In “fan fiction” the readers of popular stories, such as Star Trek and Harry Potter, write their own invented episodes, torquing the “original” to serve their concerns and preferred narratives. It’s not merely, as Michel de Certeau described, “reading as poaching,” but a wholesale reinvention of the relationship between writers, readers, and texts. In fan fiction, to read is also to rewrite, so that both activities become inherently political—practices negotiated within a conflicted plurality.

Fan fiction is what a polity of literature looks like. While it might sound like an outlier or a niche, fan fiction is so strikingly similar to the essential operations of interactive gaming that one could reasonably argue that it is the dominant mode, by far, in the current encounter of readers, writers, and texts.

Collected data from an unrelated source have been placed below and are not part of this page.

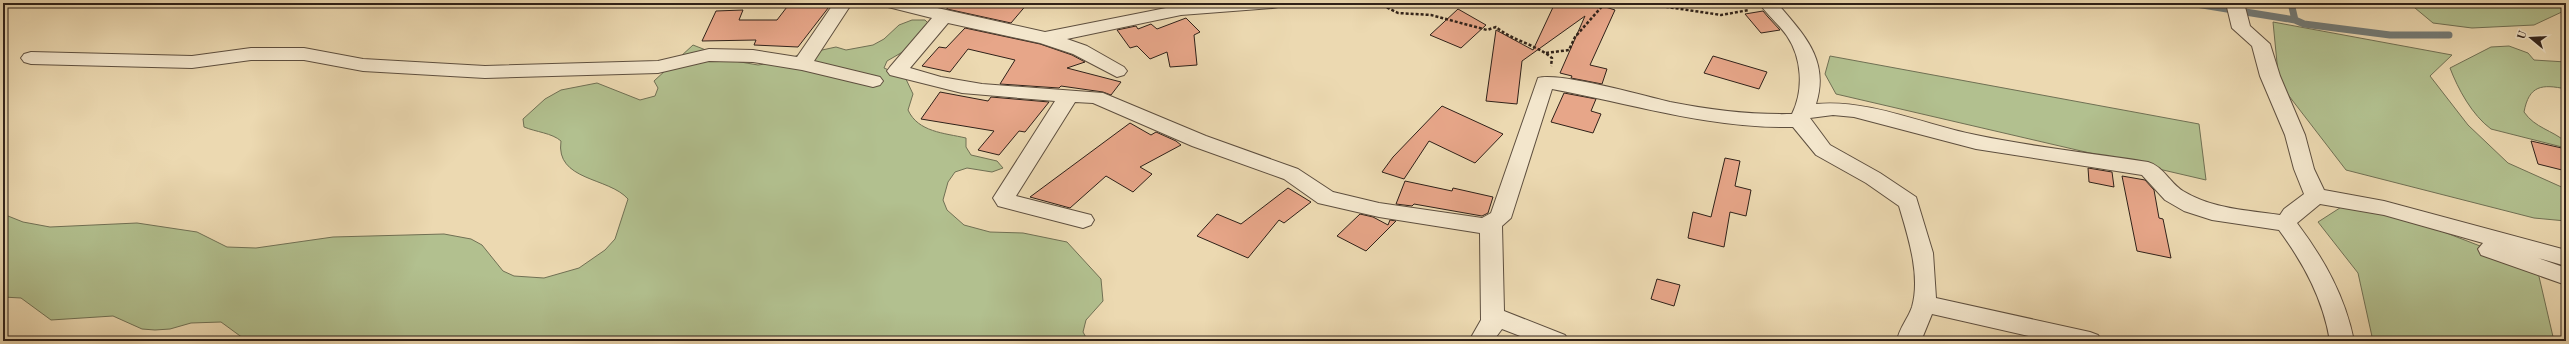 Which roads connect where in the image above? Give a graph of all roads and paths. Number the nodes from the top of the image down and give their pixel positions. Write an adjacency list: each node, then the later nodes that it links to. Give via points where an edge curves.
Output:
1 (843, 3): 13 (street)
2 (894, 3): 9 (street)
3 (1272, 3): 10 (street, via 1181,10)
4 (1378, 3): 11 (path, via 1398,13 1436,16 1487,30 1496,27)
5 (1606, 3): 11 (path, via 1572,40 1569,50)
6 (1641, 3): 8 (path, via 1721,14)
7 (2235, 3): 19 (street, via 2241,28 2261,44 2270,76 2295,135 2304,169)
8 (1770, 6): 18 (street, via 1797,36 1808,64 1810,92)
9 (944, 16): 10 (street); 17 (street, via 897,71 936,84 998,93)
10 (1045, 38): 14 (street, via 1080,50)
11 (1546, 52): 16 (path, via 1552,58 1552,64)
12 (31, 58): 13 (street, via 192,62 251,54 304,54 363,65 485,72 658,67 709,55 753,56)
13 (802, 64): 15 (street)
14 (1117, 71)
15 (873, 81)
16 (1545, 82): 18 (street, via 1666,108 1747,121); 22 (street, via 1500,218)
17 (1069, 94): 20 (street, via 1004,198 1006,201); 22 (street, via 1096,97 1199,142 1291,174 1326,198 1379,210)
18 (1802, 116): 21 (street, via 1833,109 1854,111 1976,142 2148,170 2173,195 2192,206 2212,213); 26 (street, via 1823,150 1873,178 1908,202 1923,259)
19 (2316, 196): 21 (street, via 2292,214); 23 (street, via 2384,208)
20 (1083, 220)
21 (2286, 223): 31 (street, via 2323,279)
22 (1491, 225): 27 (street)
23 (2452, 228): 24 (street); 25 (street, via 2484,247)
24 (2566, 258)
25 (2566, 277)
26 (1924, 304): 29 (street, via 1919,321 1912,328); 30 (street)
27 (1487, 332): 28 (street, via 1504,320)
28 (1557, 341)
29 (1909, 341)
30 (2090, 341)
31 (2342, 341)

After de Certeau, and following scholar Henry Jenkins’s influential 1992 book of the same name, fan fiction writers called themselves “textual poachers.” But other metaphors proliferated, and, as American “fanfic” scholar and writer Juli Parrish argues here, it matters which ones we use as we try to understand our political experience as readers and writers. Parrish looks back, before Jenkins, to a less well-known scholar, Constance Penley, who borrowed from de Certeau the more complex metaphor of “Brownian motion,” a term in physics for all of the minor, invisible events that are only ever seen in tiny shifts on the macro scale (as in the weather).

Parrish argues that this metaphor—Brownian motion—correctly focuses our attention on processes, like literature, and not on heroic actors, such as “poachers” and “authors” and “the writer.” In a polity of literature, riven with Brownian motion, we focus on our collective achievements, not on who gets to claim ownership of them.